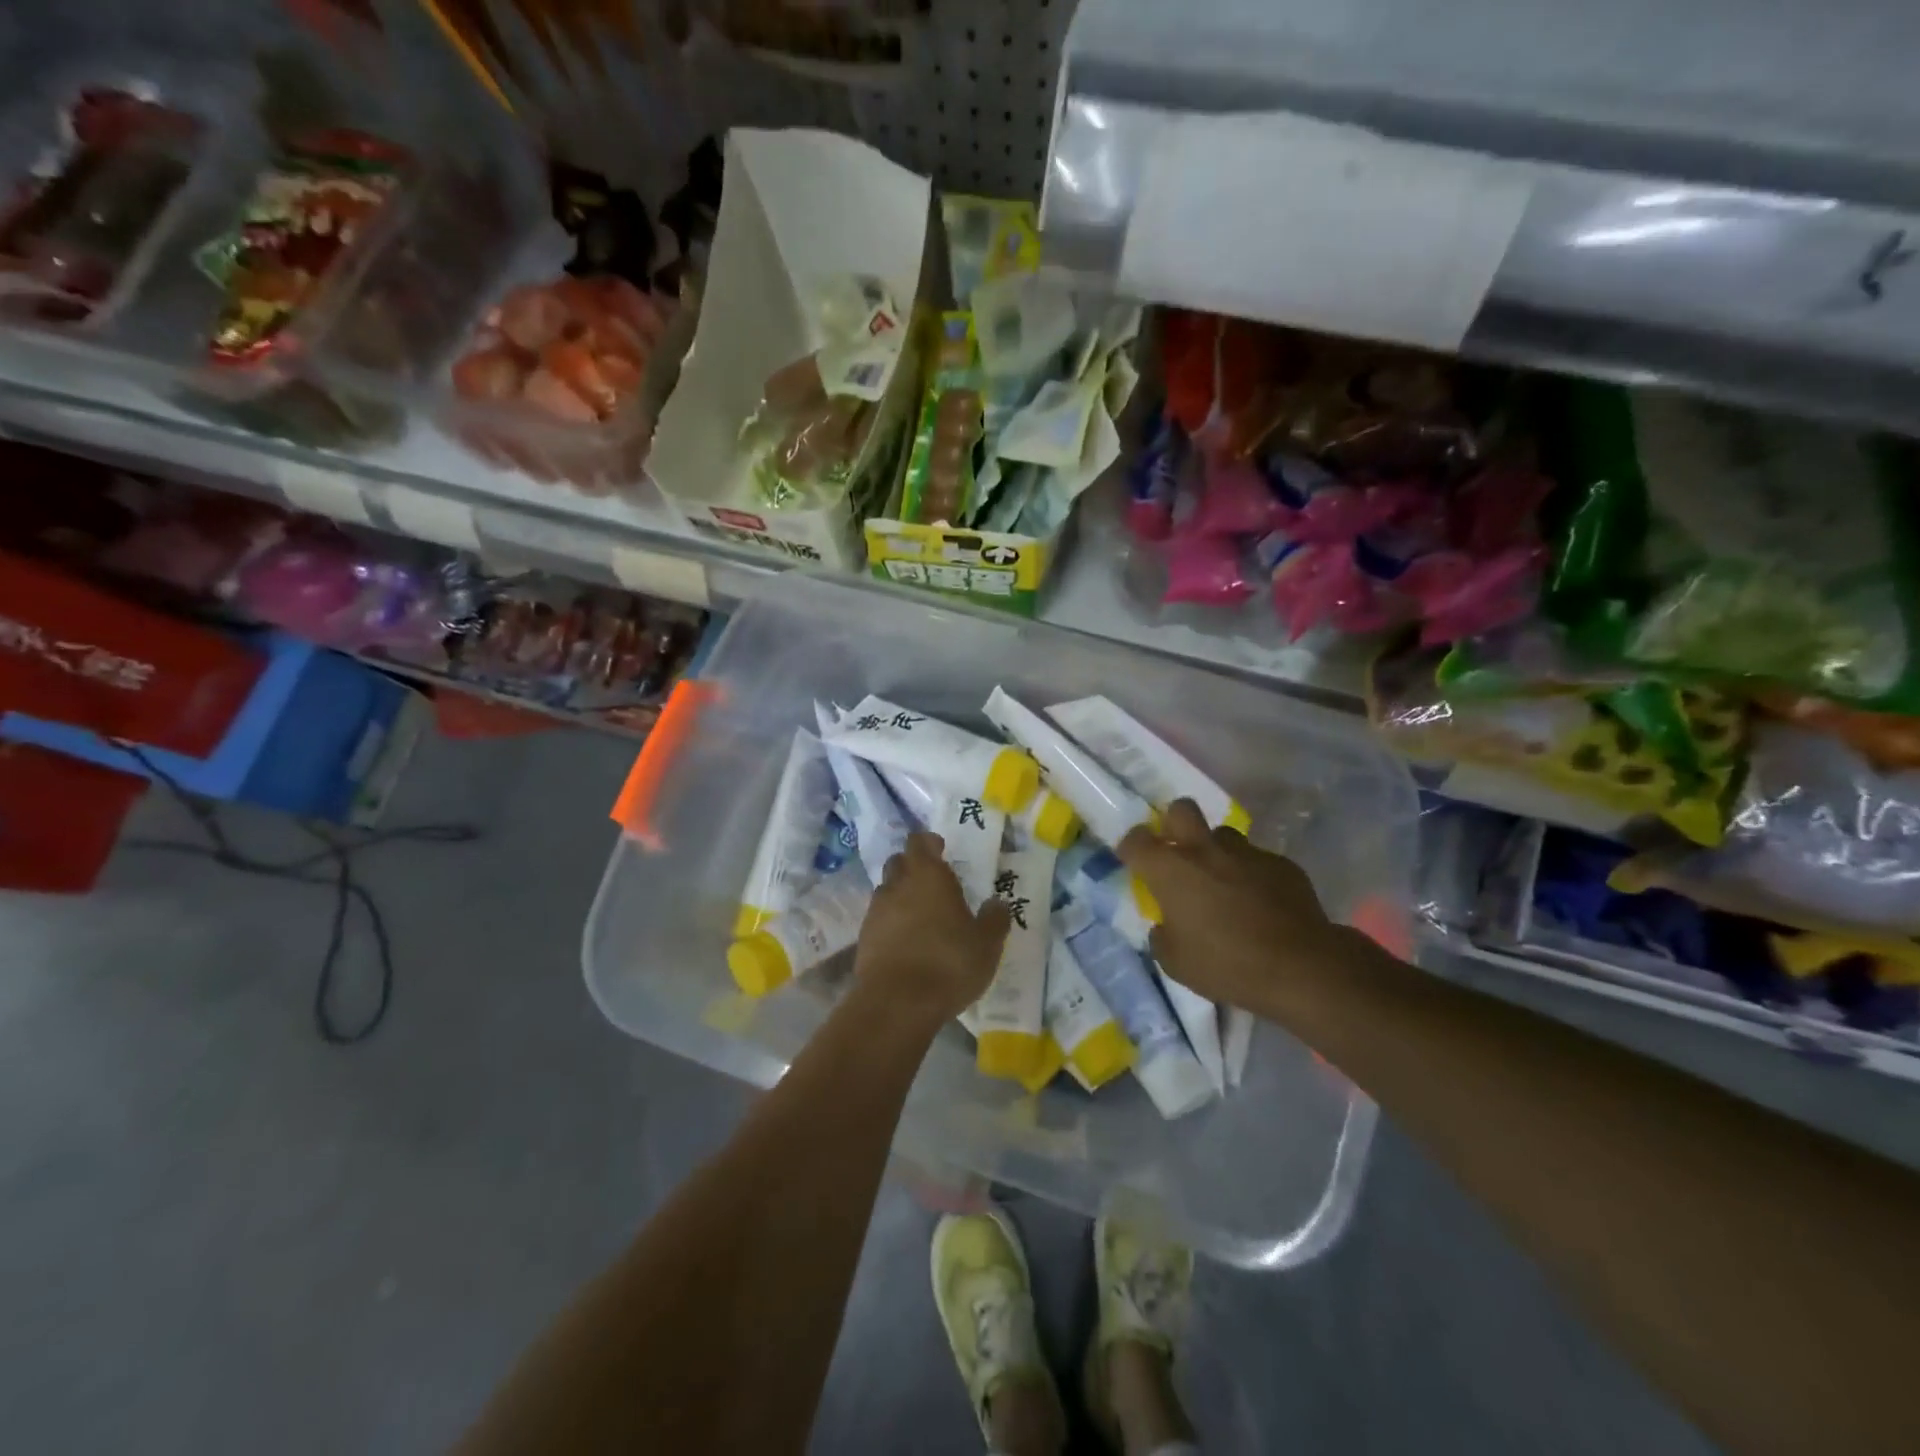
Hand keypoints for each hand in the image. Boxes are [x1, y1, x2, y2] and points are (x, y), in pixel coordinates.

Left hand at [856, 832, 1011, 1025]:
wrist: (897, 1003)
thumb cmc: (948, 962)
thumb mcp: (986, 943)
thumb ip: (994, 919)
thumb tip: (997, 903)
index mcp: (928, 875)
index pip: (920, 842)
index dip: (929, 843)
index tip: (941, 849)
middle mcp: (897, 885)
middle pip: (899, 862)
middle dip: (913, 866)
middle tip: (933, 882)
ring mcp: (876, 912)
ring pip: (887, 891)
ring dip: (901, 896)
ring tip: (921, 915)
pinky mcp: (863, 939)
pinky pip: (879, 920)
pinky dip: (891, 924)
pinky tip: (907, 942)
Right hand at [1118, 799, 1345, 1016]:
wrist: (1300, 968)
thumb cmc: (1226, 966)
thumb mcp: (1175, 963)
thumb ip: (1162, 935)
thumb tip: (1166, 925)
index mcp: (1170, 870)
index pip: (1136, 840)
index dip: (1131, 847)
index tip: (1134, 861)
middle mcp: (1204, 850)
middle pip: (1181, 809)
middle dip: (1174, 823)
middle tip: (1179, 852)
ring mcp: (1246, 853)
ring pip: (1223, 835)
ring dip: (1216, 851)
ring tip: (1223, 881)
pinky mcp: (1281, 864)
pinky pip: (1257, 860)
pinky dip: (1251, 875)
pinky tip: (1260, 902)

★ ★ ★ ★ ★ ★ ★

• WORK TO COMPLETE
Would it be possible to print the records above verbatim, pictures omitted?

• SOLUTION FOR THIS EXERCISE
Hand keypoints for each hand in the image. Boxes are [x1, y1, x2, y2] and points are (x, y), in pixel coordinates.

Left hand at [856, 832, 1011, 1025]:
wrist: (897, 1003)
thumb cmc: (948, 962)
thumb mcp: (986, 943)
thumb ip: (994, 919)
thumb tip: (997, 903)
index mcp: (928, 875)
index pip: (920, 842)
index dip: (929, 843)
index tip: (941, 849)
middle mcp: (897, 885)
middle pip: (899, 862)
middle dip: (913, 866)
middle tip: (933, 882)
ring mcp: (876, 912)
ring pip: (887, 891)
ring dip: (901, 896)
ring tip: (921, 915)
pinky mcp: (863, 939)
pinky pip: (879, 920)
pinky dip: (891, 924)
pinky tip: (907, 942)
Right hand at [1118, 799, 1345, 1016]:
wrist: (1300, 968)
thumb cmc: (1226, 966)
thumb mcp: (1175, 963)
thumb ip: (1162, 935)
thumb tip: (1166, 925)
index mcp: (1170, 870)
index pip: (1136, 840)
index dip: (1131, 847)
index tip: (1134, 861)
middle mcp: (1204, 850)
middle pip: (1181, 809)
middle dip: (1174, 823)
middle tip: (1179, 852)
ring mcp: (1246, 853)
ring pip: (1223, 835)
ring dip: (1216, 851)
ring tip: (1223, 881)
pinky mcp: (1281, 864)
pinky pip: (1257, 860)
pinky dip: (1251, 875)
pinky tip: (1260, 902)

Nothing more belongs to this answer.